Show me a circa-2008 satiric political web video, and I’ll show you well-meaning liberal media makers who, more likely than not, haven’t had much contact with real people (as in, not TV talking heads or vitriolic blog commenters) who represent the opposite side of the political spectrum and almost certainly have never seriously considered even a moderate Republican point of view as potentially legitimate.
This is something I think we all know about the current new media landscape, and so when confronting new works of political media art, much of the work of analysis is automatic. It’s a video about Obama? It’s probably an unquestioning celebration of style over substance. It’s a video about McCain? It’s probably kitsch-wrapped critique.
But there’s something that seems just a little bit more complex about Braxton Price: The Price of Freedom. Produced by Titan.tv and described as a “partly scripted/mostly improvised single-camera political comedy show,” Braxton stars creator Aaron Nauta as a young robo-Republican hired by the fictional National Federation of Young Republicans to host a web show-within-the show “that makes conservative ideals cool again — and also debunks loony liberal logic.”
So far two full episodes of Braxton Price have been posted; each is divided into four or five short segments, so there are ten clips in total. The series really gets interesting — and funny — in the second clip, in which Braxton holds auditions for a “liberal mole” who can get his one-man Republican propaganda outfit “in and out of hostile liberal neighborhoods safely.” As a character, Braxton is a total cartoon, but refreshingly, he’s not a right-wing bull in a sensible liberal china shop — the other side is usually painted as potentially just as ridiculous.
A one-off clip works best when it’s staccato, a series of punctuation marks hammering home the same joke in different ways, but for a series to remain engaging, even a comedy series, characters need to change. Beginning in the third clip, as he starts interacting regularly with both his “treasurer” Malkin and Jed the liberal, Braxton actually starts to show some character depth.
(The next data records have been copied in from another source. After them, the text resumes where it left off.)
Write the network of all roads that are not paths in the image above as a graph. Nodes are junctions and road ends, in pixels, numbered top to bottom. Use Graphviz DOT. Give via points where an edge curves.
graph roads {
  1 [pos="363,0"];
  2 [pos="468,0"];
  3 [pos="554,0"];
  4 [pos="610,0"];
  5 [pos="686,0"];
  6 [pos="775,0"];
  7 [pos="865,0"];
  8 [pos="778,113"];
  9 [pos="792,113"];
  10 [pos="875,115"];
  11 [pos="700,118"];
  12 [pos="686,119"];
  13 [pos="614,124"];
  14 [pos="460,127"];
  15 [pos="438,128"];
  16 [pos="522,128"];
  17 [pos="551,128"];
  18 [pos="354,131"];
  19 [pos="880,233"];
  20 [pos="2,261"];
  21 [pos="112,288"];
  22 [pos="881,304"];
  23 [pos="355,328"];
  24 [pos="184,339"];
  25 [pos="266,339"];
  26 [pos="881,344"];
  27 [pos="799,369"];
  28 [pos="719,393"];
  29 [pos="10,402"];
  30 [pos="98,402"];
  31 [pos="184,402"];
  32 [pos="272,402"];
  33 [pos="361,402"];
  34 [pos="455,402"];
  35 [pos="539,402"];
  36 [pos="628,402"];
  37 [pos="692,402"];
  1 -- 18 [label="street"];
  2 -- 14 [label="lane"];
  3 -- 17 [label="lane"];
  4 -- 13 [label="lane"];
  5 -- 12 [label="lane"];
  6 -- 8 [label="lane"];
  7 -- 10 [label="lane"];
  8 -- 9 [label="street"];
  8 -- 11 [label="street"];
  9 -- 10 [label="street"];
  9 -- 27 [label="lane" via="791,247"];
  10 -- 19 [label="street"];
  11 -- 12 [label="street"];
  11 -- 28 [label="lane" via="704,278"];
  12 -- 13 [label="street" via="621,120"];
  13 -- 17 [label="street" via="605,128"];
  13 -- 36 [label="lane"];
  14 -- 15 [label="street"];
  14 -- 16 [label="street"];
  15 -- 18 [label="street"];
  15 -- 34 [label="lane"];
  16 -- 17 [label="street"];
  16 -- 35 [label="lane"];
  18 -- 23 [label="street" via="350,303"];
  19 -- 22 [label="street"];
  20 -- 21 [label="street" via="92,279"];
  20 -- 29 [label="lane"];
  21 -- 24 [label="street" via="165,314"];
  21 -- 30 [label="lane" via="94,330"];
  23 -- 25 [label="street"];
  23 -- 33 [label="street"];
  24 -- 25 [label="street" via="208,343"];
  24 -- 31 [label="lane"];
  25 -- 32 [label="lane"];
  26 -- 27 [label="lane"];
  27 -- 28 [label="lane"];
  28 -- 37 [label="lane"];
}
I’m a bit worried the Braxton crew will run out of jokes, but at least they’re compensating for the limited scope of their material by creating semi-real-seeming relationships between characters.
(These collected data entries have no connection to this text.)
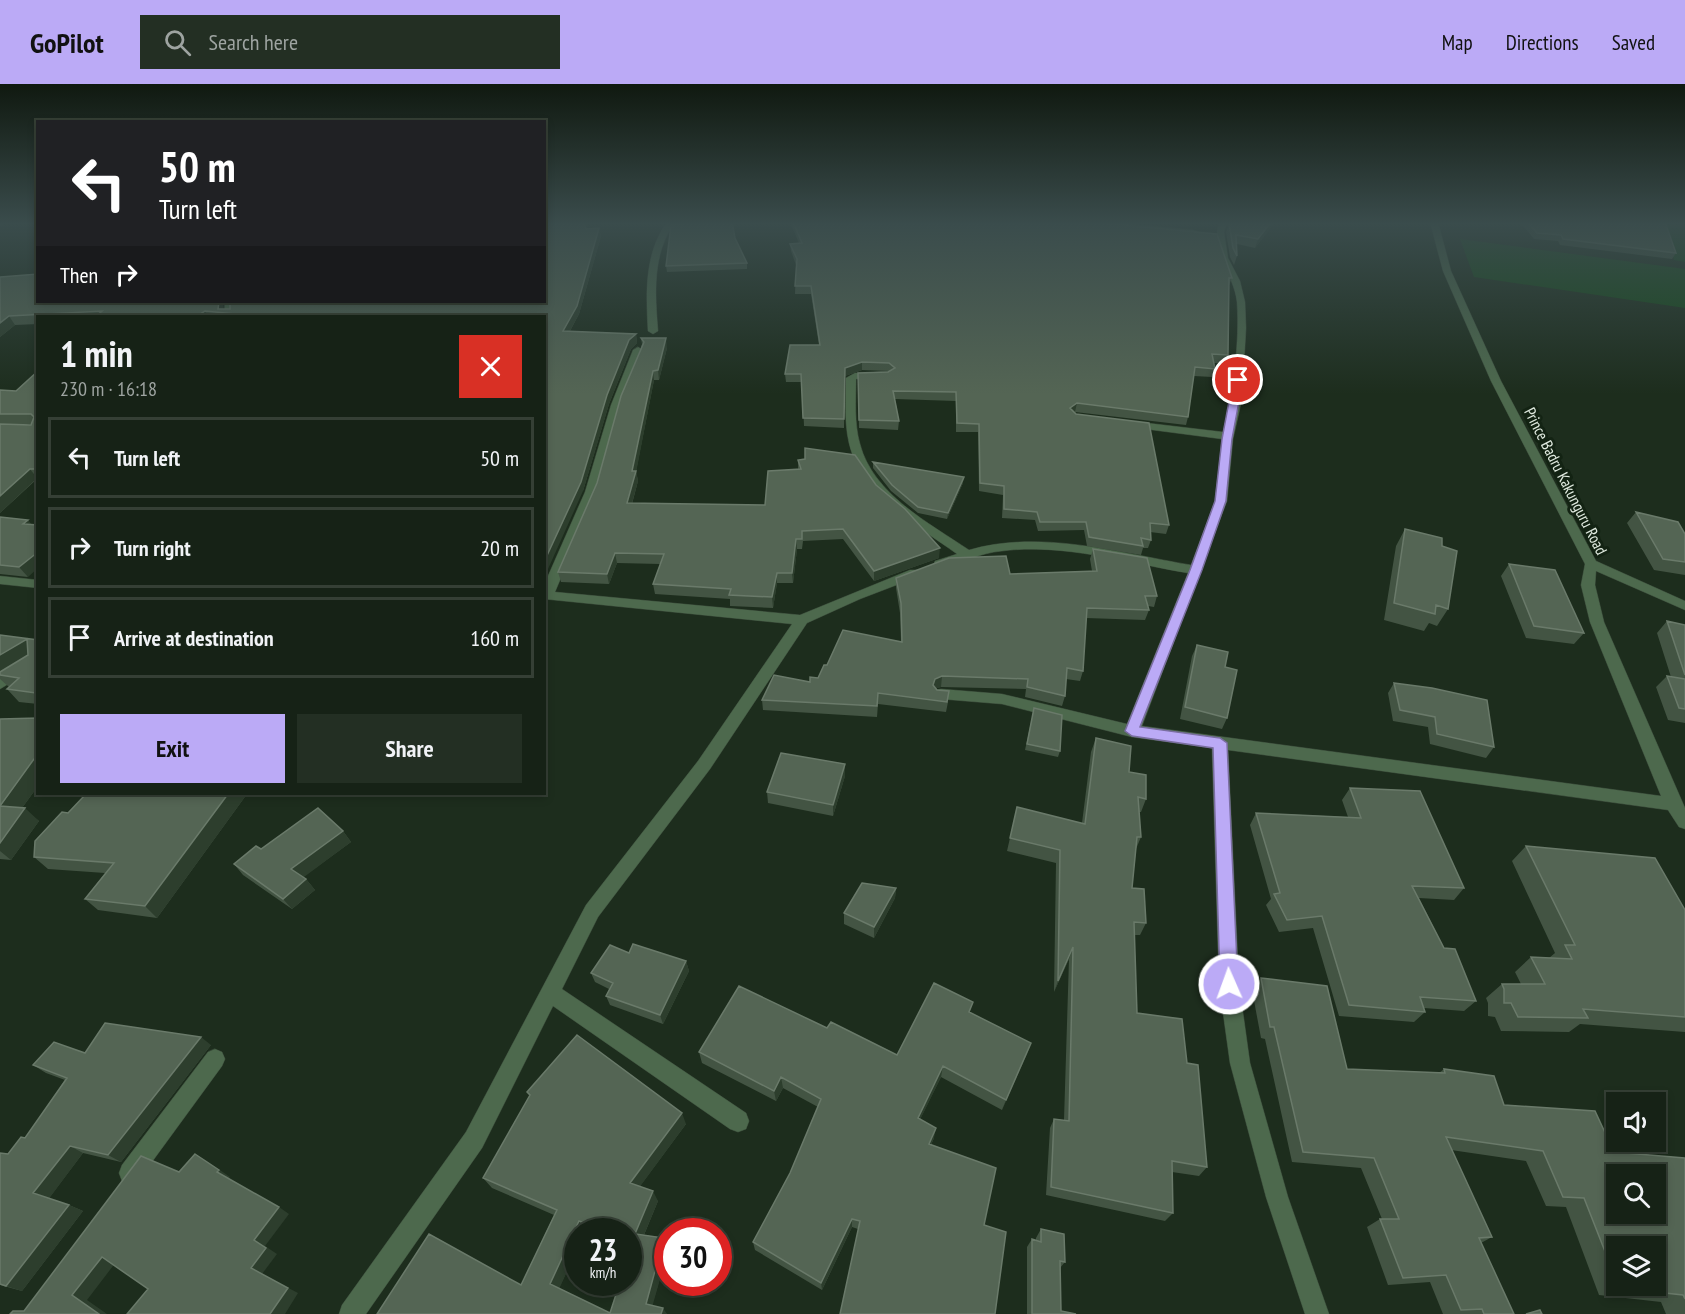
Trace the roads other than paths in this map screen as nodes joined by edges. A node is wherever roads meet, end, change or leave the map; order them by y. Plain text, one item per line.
1 (651, 279) edge
2 (1235, 279) edge
3 (1451, 279) edge
4 (652, 331) dead end
5 (638, 351) edge
6 (887, 375) edge
7 (1122, 423) edge
8 (1228, 436) junction
9 (967, 555) junction
10 (1592, 564) junction
11 (1196, 570) junction
12 (0, 580) edge
13 (36, 584) edge
14 (546, 595) edge
15 (1685, 606) edge
16 (802, 620) junction
17 (36, 660) edge
18 (0, 684) edge
19 (941, 694) edge
20 (1132, 731) junction
21 (1220, 743) junction
22 (1673, 804) junction
23 (1685, 822) edge
24 (550, 992) junction
25 (215, 1059) dead end
26 (738, 1121) dead end
27 (119, 1188) edge
28 (351, 1314) edge
29 (1317, 1314) edge

1 - 4 street
2 - 8 street
3 - 10 street, Prince Badru Kakunguru Road
5 - 14 street
6 - 9 street
7 - 8 street
8 - 11 street
9 - 11 street
9 - 16 street
10 - 15 street
10 - 22 street, Prince Badru Kakunguru Road
11 - 20 street
12 - 13 street
14 - 16 street
16 - 24 street
17 - 18 street
19 - 20 street
20 - 21 street
21 - 22 street
21 - 29 street
22 - 23 street, Prince Badru Kakunguru Road
24 - 26 street
24 - 28 street
25 - 27 street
It’s still fundamentally a liberally-minded jab at the Right’s seeming inability to play on the Left-dominated web video field. But at the very least, Braxton Price forces conflict between conservative stereotypes and liberal ones, and when that works the comic friction is unusual enough to cover for when the character comedy goes way, way too broad (see most of the most recent clip, particularly the “quit tasing me bro” retread).